YOUR OBJECTIVE: Copy every line below that has the word "edge" in it.

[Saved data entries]
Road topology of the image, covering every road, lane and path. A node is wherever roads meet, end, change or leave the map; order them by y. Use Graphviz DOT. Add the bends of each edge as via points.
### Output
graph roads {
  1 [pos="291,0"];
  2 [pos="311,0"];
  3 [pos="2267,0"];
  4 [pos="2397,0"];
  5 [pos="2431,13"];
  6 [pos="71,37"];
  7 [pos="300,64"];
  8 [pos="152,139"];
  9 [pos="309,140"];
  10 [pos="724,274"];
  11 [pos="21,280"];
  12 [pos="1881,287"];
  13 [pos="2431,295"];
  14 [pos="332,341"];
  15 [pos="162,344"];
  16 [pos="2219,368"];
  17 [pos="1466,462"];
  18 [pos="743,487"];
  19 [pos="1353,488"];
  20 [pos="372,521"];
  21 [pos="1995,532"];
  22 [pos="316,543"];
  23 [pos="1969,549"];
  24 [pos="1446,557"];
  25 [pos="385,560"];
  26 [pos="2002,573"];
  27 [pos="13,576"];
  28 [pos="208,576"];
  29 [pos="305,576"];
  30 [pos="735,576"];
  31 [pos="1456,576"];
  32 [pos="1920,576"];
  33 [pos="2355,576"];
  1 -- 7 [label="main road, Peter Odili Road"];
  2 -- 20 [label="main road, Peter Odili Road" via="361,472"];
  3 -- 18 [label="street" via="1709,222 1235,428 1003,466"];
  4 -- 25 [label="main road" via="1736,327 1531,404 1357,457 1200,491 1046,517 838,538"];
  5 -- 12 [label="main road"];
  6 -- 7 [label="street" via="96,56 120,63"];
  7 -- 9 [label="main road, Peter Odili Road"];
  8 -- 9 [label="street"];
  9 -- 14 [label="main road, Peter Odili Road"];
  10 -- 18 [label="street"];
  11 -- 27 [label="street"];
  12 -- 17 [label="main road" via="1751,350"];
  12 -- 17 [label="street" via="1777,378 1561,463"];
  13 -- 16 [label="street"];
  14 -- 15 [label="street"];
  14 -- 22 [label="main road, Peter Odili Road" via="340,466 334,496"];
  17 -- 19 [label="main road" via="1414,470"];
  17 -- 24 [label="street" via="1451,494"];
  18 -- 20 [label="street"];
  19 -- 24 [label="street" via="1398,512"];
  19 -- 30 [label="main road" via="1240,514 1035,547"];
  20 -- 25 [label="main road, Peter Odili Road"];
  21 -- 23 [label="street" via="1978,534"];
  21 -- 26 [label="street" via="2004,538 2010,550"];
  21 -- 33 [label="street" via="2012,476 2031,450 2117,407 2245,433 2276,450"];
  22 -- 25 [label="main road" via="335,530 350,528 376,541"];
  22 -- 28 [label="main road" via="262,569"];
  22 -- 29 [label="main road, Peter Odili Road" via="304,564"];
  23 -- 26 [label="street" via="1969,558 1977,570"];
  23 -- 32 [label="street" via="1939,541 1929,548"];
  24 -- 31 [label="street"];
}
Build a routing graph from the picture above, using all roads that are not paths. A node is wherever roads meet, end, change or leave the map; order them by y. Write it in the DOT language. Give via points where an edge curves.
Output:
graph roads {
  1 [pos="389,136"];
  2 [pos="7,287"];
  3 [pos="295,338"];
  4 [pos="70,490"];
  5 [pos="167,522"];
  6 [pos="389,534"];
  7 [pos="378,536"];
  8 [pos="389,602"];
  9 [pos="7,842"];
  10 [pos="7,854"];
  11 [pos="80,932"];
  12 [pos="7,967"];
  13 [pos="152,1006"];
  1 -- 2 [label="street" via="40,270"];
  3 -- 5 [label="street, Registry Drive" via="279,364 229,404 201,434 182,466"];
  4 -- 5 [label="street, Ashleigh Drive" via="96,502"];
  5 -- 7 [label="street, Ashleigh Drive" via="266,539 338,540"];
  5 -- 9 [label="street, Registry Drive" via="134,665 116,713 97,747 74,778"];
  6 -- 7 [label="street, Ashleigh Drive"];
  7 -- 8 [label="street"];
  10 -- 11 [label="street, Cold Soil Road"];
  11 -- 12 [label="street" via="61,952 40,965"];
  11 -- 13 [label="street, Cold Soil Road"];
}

RESULT:
Road topology of the image, covering every road, lane and path. A node is wherever roads meet, end, change or leave the map; order them by y. Use Graphviz DOT. Add the bends of each edge as via points.
Build a routing graph from the picture above, using all roads that are not paths. A node is wherever roads meet, end, change or leave the map; order them by y. Write it in the DOT language. Give via points where an edge curves.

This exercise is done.